## What you should do
I'd like the entries repeated exactly, without their pictures.

## Data records
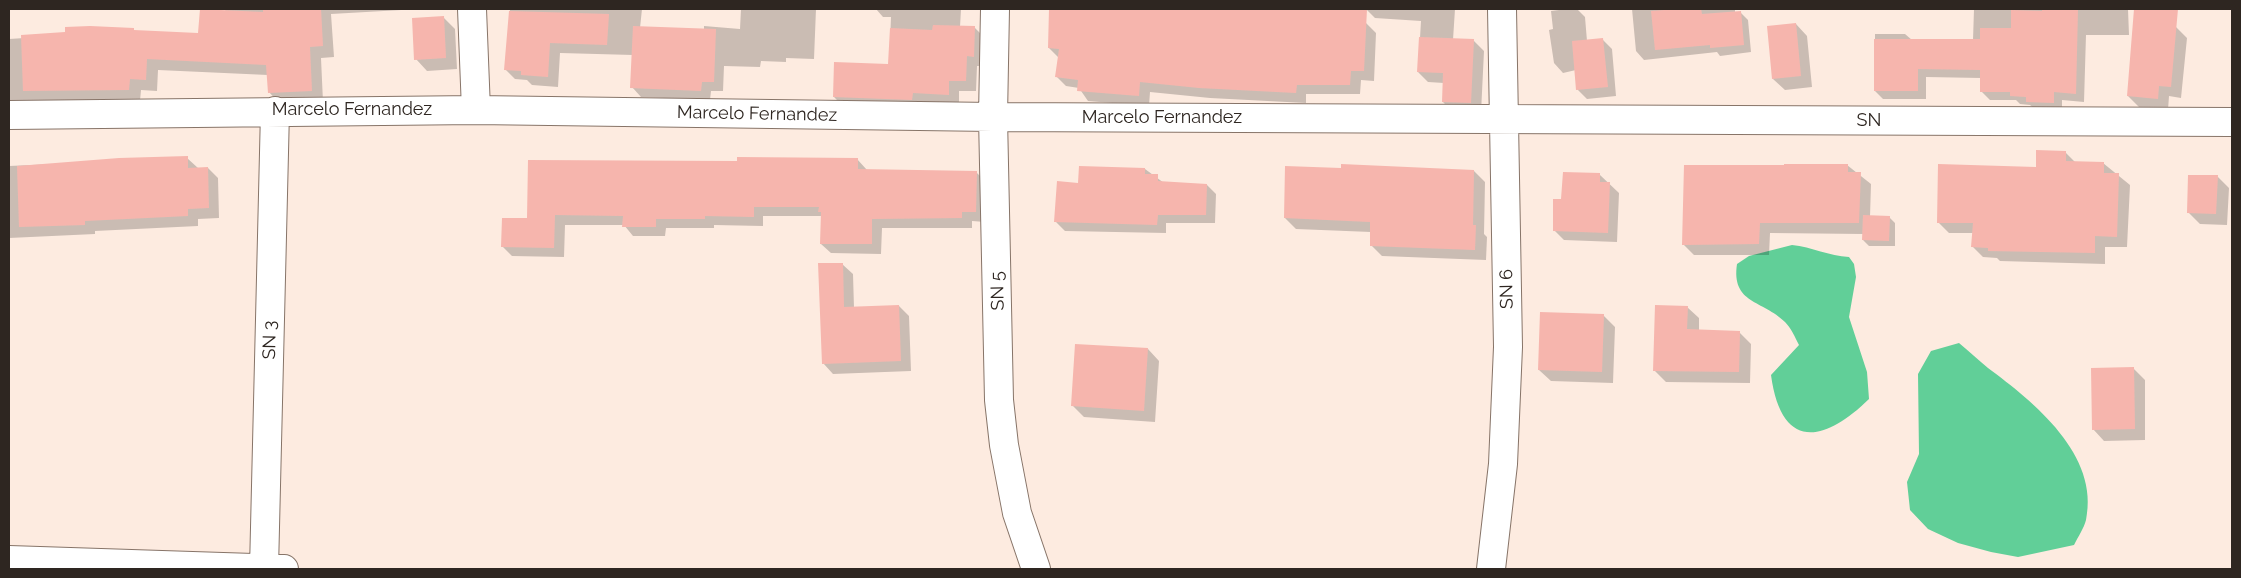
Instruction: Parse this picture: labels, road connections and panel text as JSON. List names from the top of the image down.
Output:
{
  "streets": {
    "street": [
      "Marcelo Fernandez",
      "SN",
      "SN 6",
      "SN 5",
      "SN 3"
    ]
  },
  "crossings": [
    ["Marcelo Fernandez", "SN"],
    ["Marcelo Fernandez", "SN 6"],
    ["Marcelo Fernandez", "SN 5"],
    ["Marcelo Fernandez", "SN 3"],
    ["SN", "SN 6"]
  ]
}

## Expected answer
Instruction: Parse this picture: labels, road connections and panel text as JSON. List names from the top of the image down.
Output:
{
  "streets": {
    "street": [
      "Marcelo Fernandez",
      "SN",
      "SN 6",
      "SN 5",
      "SN 3"
    ]
  },
  "crossings": [
    ["Marcelo Fernandez", "SN"],
    ["Marcelo Fernandez", "SN 6"],
    ["Marcelo Fernandez", "SN 5"],
    ["Marcelo Fernandez", "SN 3"],
    ["SN", "SN 6"]
  ]
}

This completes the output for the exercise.